◆ **What you should do**
Find the line containing "middle mcp: (799, 847)" in the records below. Copy exactly that line and each one after it, ending at the line containing "ring dip: (1054, 763)", and nothing more.
══ Data for this exercise
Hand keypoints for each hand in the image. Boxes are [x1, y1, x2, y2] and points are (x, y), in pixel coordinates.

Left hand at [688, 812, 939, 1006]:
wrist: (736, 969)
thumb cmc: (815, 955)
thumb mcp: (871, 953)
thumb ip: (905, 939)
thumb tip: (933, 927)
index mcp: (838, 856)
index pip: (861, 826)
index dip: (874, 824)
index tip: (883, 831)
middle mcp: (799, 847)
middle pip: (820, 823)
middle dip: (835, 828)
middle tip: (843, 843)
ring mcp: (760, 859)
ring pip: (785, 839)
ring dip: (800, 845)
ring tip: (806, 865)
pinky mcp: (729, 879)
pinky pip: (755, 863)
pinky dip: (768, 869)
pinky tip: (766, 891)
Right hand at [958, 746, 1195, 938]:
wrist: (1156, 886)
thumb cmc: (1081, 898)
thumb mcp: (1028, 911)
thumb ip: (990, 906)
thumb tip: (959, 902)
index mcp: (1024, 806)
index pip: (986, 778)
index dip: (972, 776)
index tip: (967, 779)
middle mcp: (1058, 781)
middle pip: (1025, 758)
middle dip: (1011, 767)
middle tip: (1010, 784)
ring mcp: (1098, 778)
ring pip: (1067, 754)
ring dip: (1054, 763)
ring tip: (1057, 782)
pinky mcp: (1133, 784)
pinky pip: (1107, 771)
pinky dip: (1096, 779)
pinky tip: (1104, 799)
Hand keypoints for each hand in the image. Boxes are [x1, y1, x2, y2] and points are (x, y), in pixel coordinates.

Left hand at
════
══ Data for this exercise
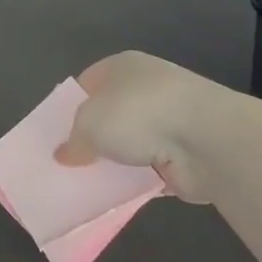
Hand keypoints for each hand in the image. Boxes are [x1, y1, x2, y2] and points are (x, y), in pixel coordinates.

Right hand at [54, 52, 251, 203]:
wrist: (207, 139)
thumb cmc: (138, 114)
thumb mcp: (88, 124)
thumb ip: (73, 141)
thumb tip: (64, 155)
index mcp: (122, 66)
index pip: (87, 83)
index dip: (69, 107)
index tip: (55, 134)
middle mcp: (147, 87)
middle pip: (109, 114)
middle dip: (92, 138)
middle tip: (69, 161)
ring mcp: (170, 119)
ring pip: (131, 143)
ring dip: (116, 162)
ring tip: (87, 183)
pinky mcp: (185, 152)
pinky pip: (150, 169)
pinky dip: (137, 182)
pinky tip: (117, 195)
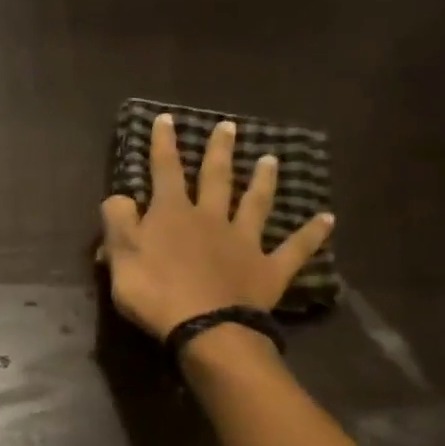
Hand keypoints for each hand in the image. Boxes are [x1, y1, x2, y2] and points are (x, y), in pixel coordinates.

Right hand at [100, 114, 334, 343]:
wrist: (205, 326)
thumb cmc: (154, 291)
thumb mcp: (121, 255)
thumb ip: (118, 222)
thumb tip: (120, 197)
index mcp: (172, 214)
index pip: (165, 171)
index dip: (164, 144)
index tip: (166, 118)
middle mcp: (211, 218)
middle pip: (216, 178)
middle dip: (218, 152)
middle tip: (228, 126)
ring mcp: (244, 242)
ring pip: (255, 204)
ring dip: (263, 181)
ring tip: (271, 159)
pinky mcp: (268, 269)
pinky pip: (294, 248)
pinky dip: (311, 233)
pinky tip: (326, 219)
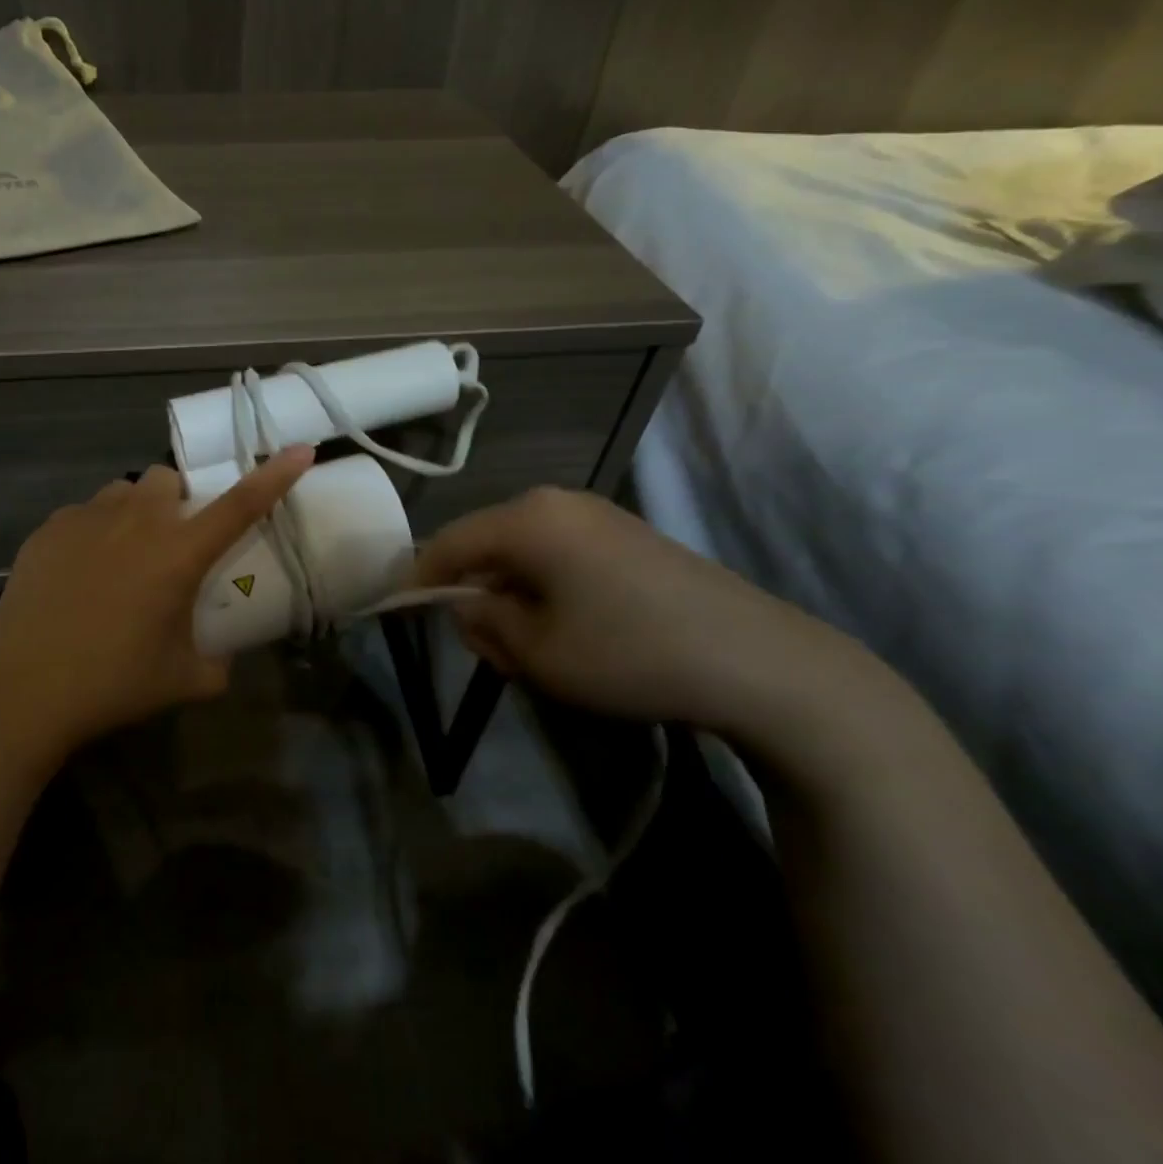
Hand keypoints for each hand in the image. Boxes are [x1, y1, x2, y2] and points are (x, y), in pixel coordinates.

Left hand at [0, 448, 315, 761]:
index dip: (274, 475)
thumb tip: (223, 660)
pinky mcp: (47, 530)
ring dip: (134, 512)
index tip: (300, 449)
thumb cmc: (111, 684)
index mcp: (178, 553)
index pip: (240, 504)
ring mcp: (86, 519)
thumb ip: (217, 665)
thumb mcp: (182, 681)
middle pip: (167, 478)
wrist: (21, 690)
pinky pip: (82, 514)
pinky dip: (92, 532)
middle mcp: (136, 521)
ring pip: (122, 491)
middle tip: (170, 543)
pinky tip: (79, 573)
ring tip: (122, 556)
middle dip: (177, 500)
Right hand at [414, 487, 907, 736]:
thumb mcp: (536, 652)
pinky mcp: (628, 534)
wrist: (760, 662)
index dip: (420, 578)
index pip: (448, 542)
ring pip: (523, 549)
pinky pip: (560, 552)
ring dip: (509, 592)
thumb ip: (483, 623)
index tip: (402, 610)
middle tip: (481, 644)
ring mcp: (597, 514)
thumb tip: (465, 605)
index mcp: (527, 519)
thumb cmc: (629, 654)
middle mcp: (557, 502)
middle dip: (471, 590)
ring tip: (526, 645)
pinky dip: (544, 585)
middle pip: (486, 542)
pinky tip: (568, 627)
════
◆ **Finished exercise**
middle mcp: (799, 847)
middle pip: (820, 823)
middle dip: (835, 828)
middle tip: (843, 843)
ring mcp: (760, 859)
ring pip: (785, 839)
ring dip: (800, 845)
ring tip: (806, 865)
pinky mcp: (729, 879)
pinky pip: (755, 863)
pinky dip: (768, 869)
pinky tip: (766, 891)
Right hand at [958, 746, 1195, 938]:
wrist: (1156, 886)
thumb cmc: (1081, 898)
thumb mcp: (1028, 911)
thumb ip: (990, 906)
thumb tip: (959, 902)
index mcp: (1024, 806)
index pip: (986, 778)
index dip: (972, 776)
index tip: (967, 779)
middle mcp: (1058, 781)
middle pip: (1025, 758)
middle dip: (1011, 767)
middle tip: (1010, 784)
ring mcp: (1098, 778)
ring pip: (1067, 754)
ring dip: (1054, 763)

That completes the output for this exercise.